Israeli television drama series

(פלורנטין) is an Israeli television drama series created by Eytan Fox and Gal Uchovsky, which aired on Channel 2 from 1997 to 2000, lasting three seasons. The ensemble cast includes Ayelet Zurer, Karin Ophir, Uri Banai, Sami Huri, Dana Modan, Ami Smolartchik, Nir Friedman and Avshalom Pollak. The show revolves around childhood friends living in Florentin, a neighborhood in the southern part of Tel Aviv.

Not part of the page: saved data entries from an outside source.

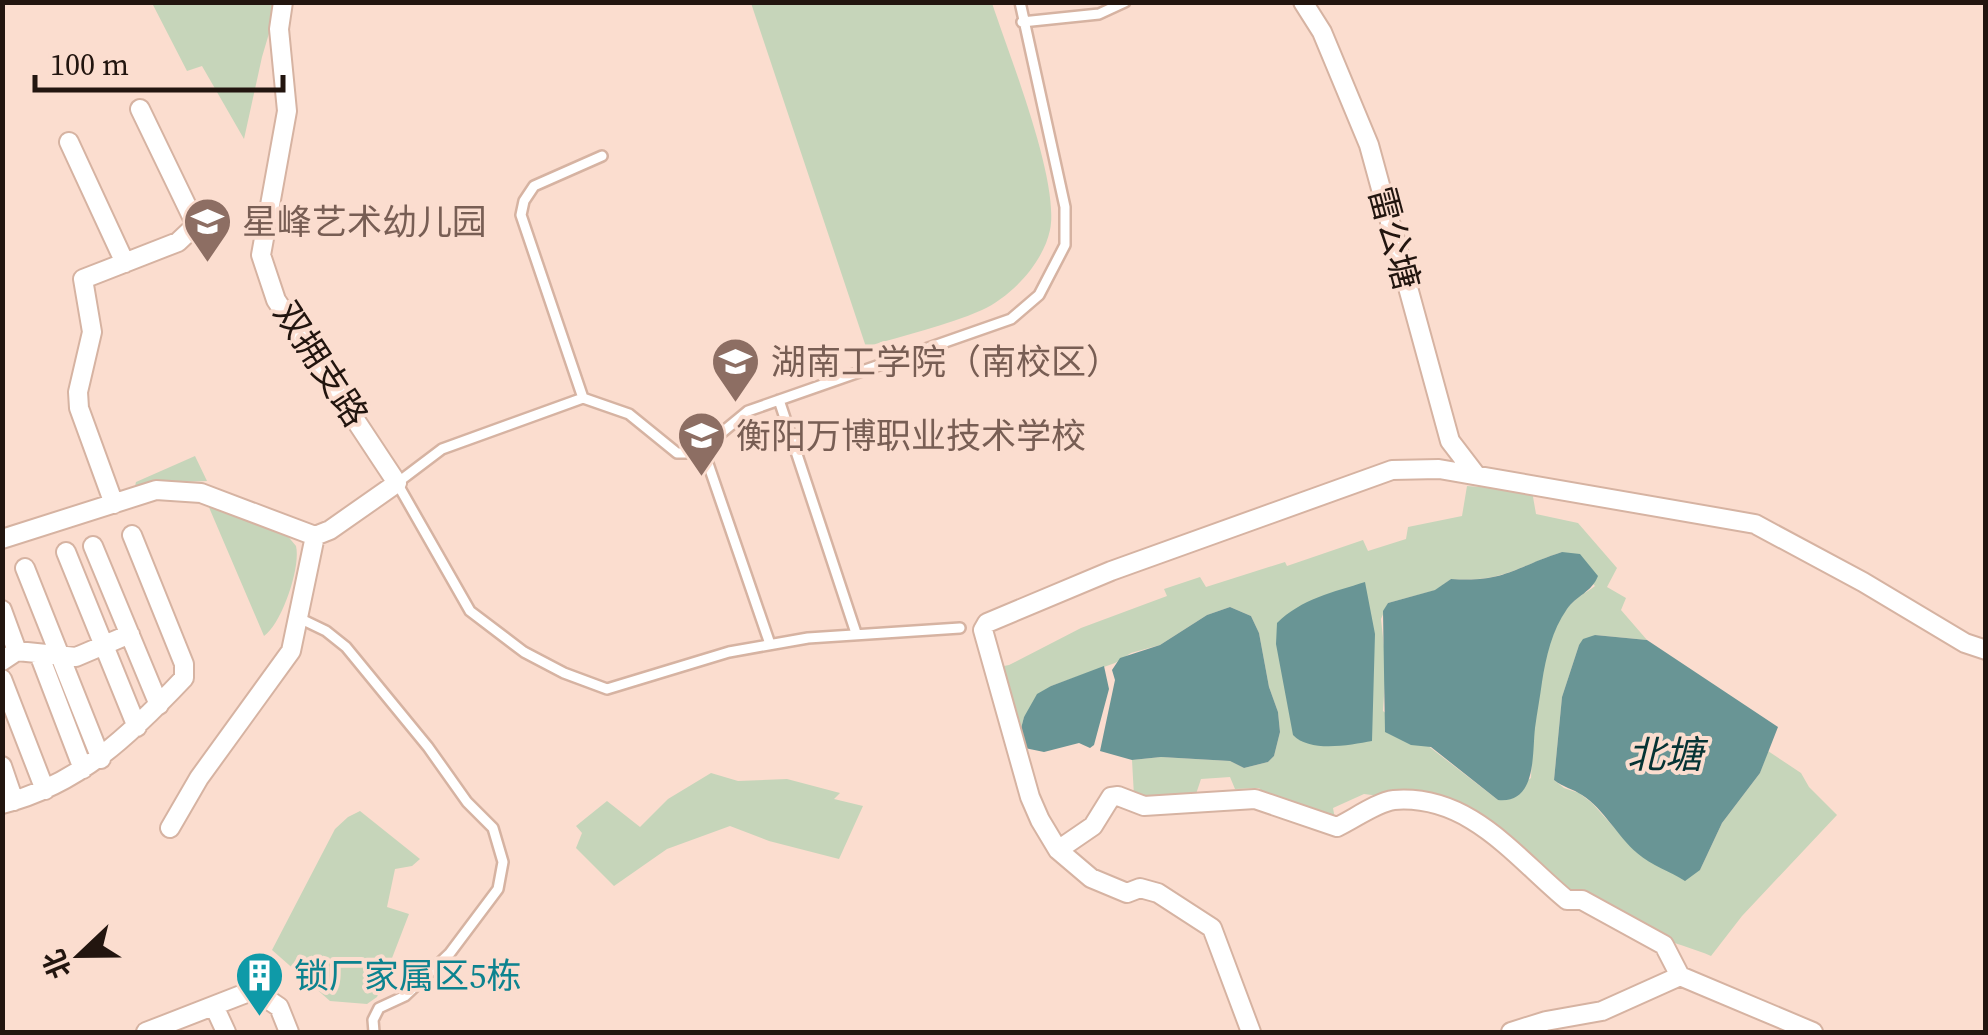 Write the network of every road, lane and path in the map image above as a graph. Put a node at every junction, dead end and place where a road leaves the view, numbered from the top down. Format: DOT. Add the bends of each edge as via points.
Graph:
graph roads {
  1 [pos="283,2"];
  2 [pos="1020,2"];
  3 [pos="1124,2"];
  4 [pos="1303,2"];
  5 [pos="1022,22"];
  6 [pos="140,109"];
  7 [pos="69,142"];
  8 [pos="602,156"];
  9 [pos="125,263"];
  10 [pos="583,398"];
  11 [pos="778,400"];
  12 [pos="1450,441"];
  13 [pos="703,450"];
  14 [pos="1416,469"];
  15 [pos="1476,476"];
  16 [pos="398,483"];
  17 [pos="114,504"];
  18 [pos="132,535"];
  19 [pos="316,536"];
  20 [pos="2,539"];
  21 [pos="93,546"];
  22 [pos="66,552"];
  23 [pos="24,568"];
  24 [pos="2,610"];
  25 [pos="299,618"];
  26 [pos="960,628"];
  27 [pos="130,634"];
  28 [pos="856,634"];
  29 [pos="770,644"];
  30 [pos="104,646"];
  31 [pos="1986,650"];
  32 [pos="39,654"];
  33 [pos="10,656"];
  34 [pos="60,657"];
  35 [pos="2,679"];
  36 [pos="159,705"];
  37 [pos="137,727"];
  38 [pos="101,759"];
  39 [pos="2,766"];
  40 [pos="83,770"];
  41 [pos="45,790"];
  42 [pos="8,803"];
  43 [pos="170,828"];
  44 [pos="1058,850"];
  45 [pos="1680,976"];
  46 [pos="214,1006"];
  47 [pos="167,1029"];
  48 [pos="146,1032"];
  49 [pos="226,1032"];
  50 [pos="289,1032"];
  51 [pos="374,1032"];
  52 [pos="1251,1032"];
  53 [pos="1511,1032"];
  54 [pos="1813,1032"];
  1 -- 16 [label="street, 双拥支路" via="287,111 262,255 276,300"];
  2 -- 5 [label="lane"];
  3 -- 5 [label="lane" via="1099,14"];
  4 -- 12 [label="street, 雷公塘" via="1369,145"];
  5 -- 11 [label="lane" via="1065,208 1065,245 1039,295 1011,320"];
  6 -- 9 [label="street" via="196,225 178,242"];
  7 -- 9 [label="street"];
  8 -- 10 [label="lane" via="534,186 521,216"];
  9 -- 17 [label="street" via="83,280 92,332 80,408"];
  10 -- 13 [label="lane" via="630,414 678,453"];
  10 -- 16 [label="lane" via="442,449"];
  11 -- 13 [label="lane" via="748,410"];
  11 -- 28 [label="lane"];
  12 -- 14 [label="street"];
  12 -- 15 [label="street, 雷公塘"];
  13 -- 29 [label="lane"];
  14 -- 15 [label="street"];
  14 -- 44 [label="street" via="1392,470 988,622 983,630 1030,797"];
  15 -- 31 [label="street" via="1755,524"];
  16 -- 19 [label="street"];
  16 -- 29 [label="lane" via="470,612 564,673 607,689"];
  17 -- 19 [label="street" via="156,490 201,493"];
  17 -- 20 [label="street"];
  18 -- 36 [label="street" via="184,664 184,678"];
  19 -- 25 [label="street"];
  21 -- 27 [label="street"];
  22 -- 30 [label="street"];
  23 -- 34 [label="street"];
  24 -- 33 [label="street"];
  25 -- 43 [label="street" via="292,651"];
  25 -- 51 [label="lane" via="346,646 494,828 503,862 498,889 479,915 405,996 379,1008"];
  26 -- 28 [label="lane"];
  27 -- 30 [label="street"];
  27 -- 36 [label="street"];
  28 -- 29 [label="lane"];
  30 -- 34 [label="street"];
  30 -- 37 [label="street"];
  32 -- 33 [label="street"];
  32 -- 34 [label="street"];
  32 -- 40 [label="street"];
  34 -- 38 [label="street"];
  35 -- 41 [label="street"];
  36 -- 37 [label="street"];
  37 -- 38 [label="street"];
  38 -- 40 [label="street"];
  39 -- 42 [label="street"];
  40 -- 41 [label="street"];
  41 -- 42 [label="street"];
  44 -- 45 [label="street" via="1093,826 1118,796 1144,806 1255,799 1338,827 1392,800 1431,803 1512,846 1567,900 1582,900 1664,946"];
  44 -- 52 [label="street" via="1091,878 1127,893 1140,888 1158,894 1212,928"];
  45 -- 53 [label="street" via="1602,1010"];
  45 -- 54 [label="street"];
  46 -- 47 [label="street"];
  46 -- 49 [label="street"];
  46 -- 50 [label="street" via="254,990 279,1007"];
  47 -- 48 [label="street"];
}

The show was the first in the country to feature gay characters in main roles. It also featured the first-ever same sex kiss on Israeli television, between two male characters. In 2000 it featured the first-ever lesbian kiss on Israeli television between Shira (Zurer) and Nicole (Ronit Elkabetz).

==Premise==
The series follows the eventful lives of childhood friends from Jerusalem that relocate to Tel Aviv in their 20s.

==Plot summary==
The series mainly follows three characters who live in a shared apartment in Florentine: Tuti (Ofir), an innocent young woman who loves chocolate, Iggy (Banai), a gay man working as a baker, and their new flatmate, Tomer (Pollak), a film student who moved to Tel Aviv from Jerusalem and struggles with his sexual orientation. The series also follows the lives of their neighbors and friends living next door. Most episode focus on the story of one character and his or her relationships, professional life and the course of their life, trying to find self-determination, love and happiness. The Florentine neighborhood quickly becomes a symbol of a life of indeterminacy and endless youth, serving as both a point of refuge and a hopeless situation for the complicated characters.

==Cast and characters==
- Ayelet Zurer as Shira Steinberg
- Karin Ophir as Tuti, an innocent young woman that lives with Iggy and Tomer
- Uri Banai as Iggy, an eccentric gay baker that lives with Tuti and Tomer
- Avshalom Pollak as Tomer, a film student from Jerusalem that moves in with Tuti and Iggy. He is gay and struggles with his sexual orientation.
- Sami Huri as Koby
- Dana Modan as Gali
- Ami Smolartchik as Hanan
- Nir Friedman as Tzemer

==Reception==
It is regarded as one of the most pioneering shows in the history of Israeli television and was a ratings success. According to The Advocate, the show "opened eyes with its groundbreaking gay characters." Mako also praised the portrayal of the main gay characters: "Iggy, the eccentric baker played by Uri Banai and surely the introverted Tomer played by Avshalom Pollak, also provided a different angle to the image of the Israeli gay, more flattering and humane than ever. "Florentine" made a real revolution in the representation of gays on the small screen."